* Supplied data
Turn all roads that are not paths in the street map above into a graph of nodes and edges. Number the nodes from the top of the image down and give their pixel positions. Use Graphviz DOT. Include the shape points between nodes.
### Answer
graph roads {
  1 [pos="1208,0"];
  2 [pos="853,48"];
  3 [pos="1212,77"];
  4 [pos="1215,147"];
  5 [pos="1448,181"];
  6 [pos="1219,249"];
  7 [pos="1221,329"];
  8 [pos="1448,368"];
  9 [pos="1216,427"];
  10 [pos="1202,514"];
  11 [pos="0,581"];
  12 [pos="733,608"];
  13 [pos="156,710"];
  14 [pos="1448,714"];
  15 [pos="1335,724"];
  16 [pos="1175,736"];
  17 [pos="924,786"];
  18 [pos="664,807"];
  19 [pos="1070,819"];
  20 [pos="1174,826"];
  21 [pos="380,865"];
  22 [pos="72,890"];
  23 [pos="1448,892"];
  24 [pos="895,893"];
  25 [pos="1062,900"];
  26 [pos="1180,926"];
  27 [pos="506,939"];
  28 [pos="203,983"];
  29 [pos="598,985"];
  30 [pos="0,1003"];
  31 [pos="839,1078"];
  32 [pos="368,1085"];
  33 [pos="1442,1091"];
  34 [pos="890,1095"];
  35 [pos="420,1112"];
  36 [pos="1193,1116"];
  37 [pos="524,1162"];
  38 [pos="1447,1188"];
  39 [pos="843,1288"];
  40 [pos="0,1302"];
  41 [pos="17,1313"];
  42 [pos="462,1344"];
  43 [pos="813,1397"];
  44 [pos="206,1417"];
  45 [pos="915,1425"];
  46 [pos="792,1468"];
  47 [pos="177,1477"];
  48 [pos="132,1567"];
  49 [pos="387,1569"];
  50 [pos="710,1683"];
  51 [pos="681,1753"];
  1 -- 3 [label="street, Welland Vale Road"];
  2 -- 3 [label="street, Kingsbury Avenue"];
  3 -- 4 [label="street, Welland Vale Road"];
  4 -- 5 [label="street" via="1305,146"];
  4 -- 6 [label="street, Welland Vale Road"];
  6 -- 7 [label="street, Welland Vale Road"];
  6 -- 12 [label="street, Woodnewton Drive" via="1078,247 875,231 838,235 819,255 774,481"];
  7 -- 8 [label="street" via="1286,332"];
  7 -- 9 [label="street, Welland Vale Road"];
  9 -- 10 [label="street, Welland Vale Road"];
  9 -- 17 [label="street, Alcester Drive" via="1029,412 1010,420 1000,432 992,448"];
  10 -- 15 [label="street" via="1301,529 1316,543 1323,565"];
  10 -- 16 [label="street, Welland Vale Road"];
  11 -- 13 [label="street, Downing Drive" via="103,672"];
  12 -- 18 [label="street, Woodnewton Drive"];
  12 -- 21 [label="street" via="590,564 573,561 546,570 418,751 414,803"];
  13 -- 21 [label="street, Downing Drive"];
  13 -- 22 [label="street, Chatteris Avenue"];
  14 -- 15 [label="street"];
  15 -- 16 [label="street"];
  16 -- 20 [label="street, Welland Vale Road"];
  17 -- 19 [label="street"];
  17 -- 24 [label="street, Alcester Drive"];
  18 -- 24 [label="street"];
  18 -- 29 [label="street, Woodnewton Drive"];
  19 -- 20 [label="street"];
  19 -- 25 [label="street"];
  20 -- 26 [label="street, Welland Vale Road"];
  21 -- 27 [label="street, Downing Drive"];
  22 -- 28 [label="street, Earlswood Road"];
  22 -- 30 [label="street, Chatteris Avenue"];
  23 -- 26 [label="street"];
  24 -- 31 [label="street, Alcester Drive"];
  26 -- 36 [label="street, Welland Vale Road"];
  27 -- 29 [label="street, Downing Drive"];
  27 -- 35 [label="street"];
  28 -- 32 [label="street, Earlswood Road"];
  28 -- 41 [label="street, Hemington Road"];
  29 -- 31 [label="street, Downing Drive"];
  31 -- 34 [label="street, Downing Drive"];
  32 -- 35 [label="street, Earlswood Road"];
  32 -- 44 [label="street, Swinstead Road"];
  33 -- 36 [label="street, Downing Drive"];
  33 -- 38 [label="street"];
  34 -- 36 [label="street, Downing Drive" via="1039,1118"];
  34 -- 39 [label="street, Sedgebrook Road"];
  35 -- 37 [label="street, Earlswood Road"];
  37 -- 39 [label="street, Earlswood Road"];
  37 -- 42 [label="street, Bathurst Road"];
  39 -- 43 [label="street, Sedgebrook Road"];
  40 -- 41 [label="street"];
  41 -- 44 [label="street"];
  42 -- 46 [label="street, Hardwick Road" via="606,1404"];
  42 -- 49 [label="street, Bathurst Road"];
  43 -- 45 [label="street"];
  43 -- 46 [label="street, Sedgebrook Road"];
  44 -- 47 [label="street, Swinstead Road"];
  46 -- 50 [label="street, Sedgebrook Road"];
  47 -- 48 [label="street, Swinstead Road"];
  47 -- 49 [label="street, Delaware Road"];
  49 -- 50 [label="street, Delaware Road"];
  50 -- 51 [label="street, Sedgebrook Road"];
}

* What you have to do
Copy the listing above. Match every line exactly.

* Task solution
Turn all roads that are not paths in the street map above into a graph of nodes and edges. Number the nodes from the top of the image down and give their pixel positions. Use Graphviz DOT. Include the shape points between nodes.
### Answer
graph roads {
  1 [pos="1208,0"];
  2 [pos="853,48"];
  3 [pos="1212,77"];
  4 [pos="1215,147"];
  5 [pos="1448,181"];
  6 [pos="1219,249"];
  7 [pos="1221,329"];
  8 [pos="1448,368"];
  9 [pos="1216,427"];
  10 [pos="1202,514"];
  11 [pos="0,581"];
  12 [pos="733,608"];
  13 [pos="156,710"];
  14 [pos="1448,714"];
  15 [pos="1335,724"];
  16 [pos="1175,736"];
  17 [pos="924,786"];
  18 [pos="664,807"];
  19 [pos="1070,819"];
  20 [pos="1174,826"];
  21 [pos="380,865"];
  22 [pos="72,890"];
  23 [pos="1448,892"];
  24 [pos="895,893"];
  25 [pos="1062,900"];
  26 [pos="1180,926"];
  27 [pos="506,939"];
  28 [pos="203,983"];
  29 [pos="598,985"];
  30 [pos="0,1003"];
  31 [pos="839,1078"];
  32 [pos="368,1085"];
  33 [pos="1442,1091"];
  34 [pos="890,1095"];
  35 [pos="420,1112"];
  36 [pos="1193,1116"];
  37 [pos="524,1162"];
  38 [pos="1447,1188"];
  39 [pos="843,1288"];
  40 [pos="0,1302"];
  41 [pos="17,1313"];
  42 [pos="462,1344"];
  43 [pos="813,1397"];
  44 [pos="206,1417"];
  45 [pos="915,1425"];
  46 [pos="792,1468"];
  47 [pos="177,1477"];
  48 [pos="132,1567"];
  49 [pos="387,1569"];
  50 [pos="710,1683"];
  51 [pos="681,1753"];
  1 -- 3 [label="street, Welland Vale Road"];
  2 -- 3 [label="street, Kingsbury Avenue"];
  3 -- 4 [label="street, Welland Vale Road"];
  4 -- 5 [label="street" via="1305,146"];
  4 -- 6 [label="street, Welland Vale Road"];
  6 -- 7 [label="street, Welland Vale Road"];
  6 -- 12 [label="street, Woodnewton Drive" via="1078,247 875,231 838,235 819,255 774,481"];
  7 -- 8 [label="street" via="1286,332"];
  7 -- 9 [label="street, Welland Vale Road"];
  9 -- 10 [label="street, Welland Vale Road"];
  9 -- 17 [label="street, Alcester Drive" via="1029,412 1010,420 1000,432 992,448"];
  10 -- 15 [label="street" via="1301,529 1316,543 1323,565"];
  10 -- 16 [label="street, Welland Vale Road"];
  11 -- 13 [label="street, Downing Drive" via="103,672"];
  12 -- 18 [label="street, Woodnewton Drive"];
  12 -- 21 [label="street" via="590,564 573,561 546,570 418,751 414,803"];
  13 -- 21 [label="street, Downing Drive"];
  13 -- 22 [label="street, Chatteris Avenue"];
  14 -- 15 [label="street"];
  15 -- 16 [label="street"];
  16 -- 20 [label="street, Welland Vale Road"];
  17 -- 19 [label="street"];
  17 -- 24 [label="street, Alcester Drive"];
  18 -- 24 [label="street"];
  18 -- 29 [label="street, Woodnewton Drive"];
  19 -- 20 [label="street"];
  19 -- 25 [label="street"];
  20 -- 26 [label="street, Welland Vale Road"];
  21 -- 27 [label="street, Downing Drive"];
  22 -- 28 [label="street, Earlswood Road"];
  22 -- 30 [label="street, Chatteris Avenue"];
  23 -- 26 [label="street"];
  24 -- 31 [label="street, Alcester Drive"];
  26 -- 36 [label="street, Welland Vale Road"];
  27 -- 29 [label="street, Downing Drive"];
  27 -- 35 [label="street"];
  28 -- 32 [label="street, Earlswood Road"];
  28 -- 41 [label="street, Hemington Road"];
  29 -- 31 [label="street, Downing Drive"];
  31 -- 34 [label="street, Downing Drive"];
  32 -- 35 [label="street, Earlswood Road"];
  32 -- 44 [label="street, Swinstead Road"];
  33 -- 36 [label="street, Downing Drive"];
  33 -- 38 [label="street"];
  34 -- 36 [label="street, Downing Drive" via="1039,1118"];
  34 -- 39 [label="street, Sedgebrook Road"];
  35 -- 37 [label="street, Earlswood Road"];
  37 -- 39 [label="street, Earlswood Road"];
  37 -- 42 [label="street, Bathurst Road"];
  39 -- 43 [label="street, Sedgebrook Road"];
  40 -- 41 [label="street"];
  41 -- 44 [label="street"];
  42 -- 46 [label="street, Hardwick Road" via="606,1404"];
  42 -- 49 [label="street, Bathurst Road"];
  43 -- 45 [label="street"];
  43 -- 46 [label="street, Sedgebrook Road"];
  44 -- 47 [label="street, Swinstead Road"];
  46 -- 50 [label="street, Sedgebrook Road"];
  47 -- 48 [label="street, Swinstead Road"];
  47 -- 49 [label="street, Delaware Road"];
  49 -- 50 [label="street, Delaware Road"];
  50 -- 51 [label="street, Sedgebrook Road"];
}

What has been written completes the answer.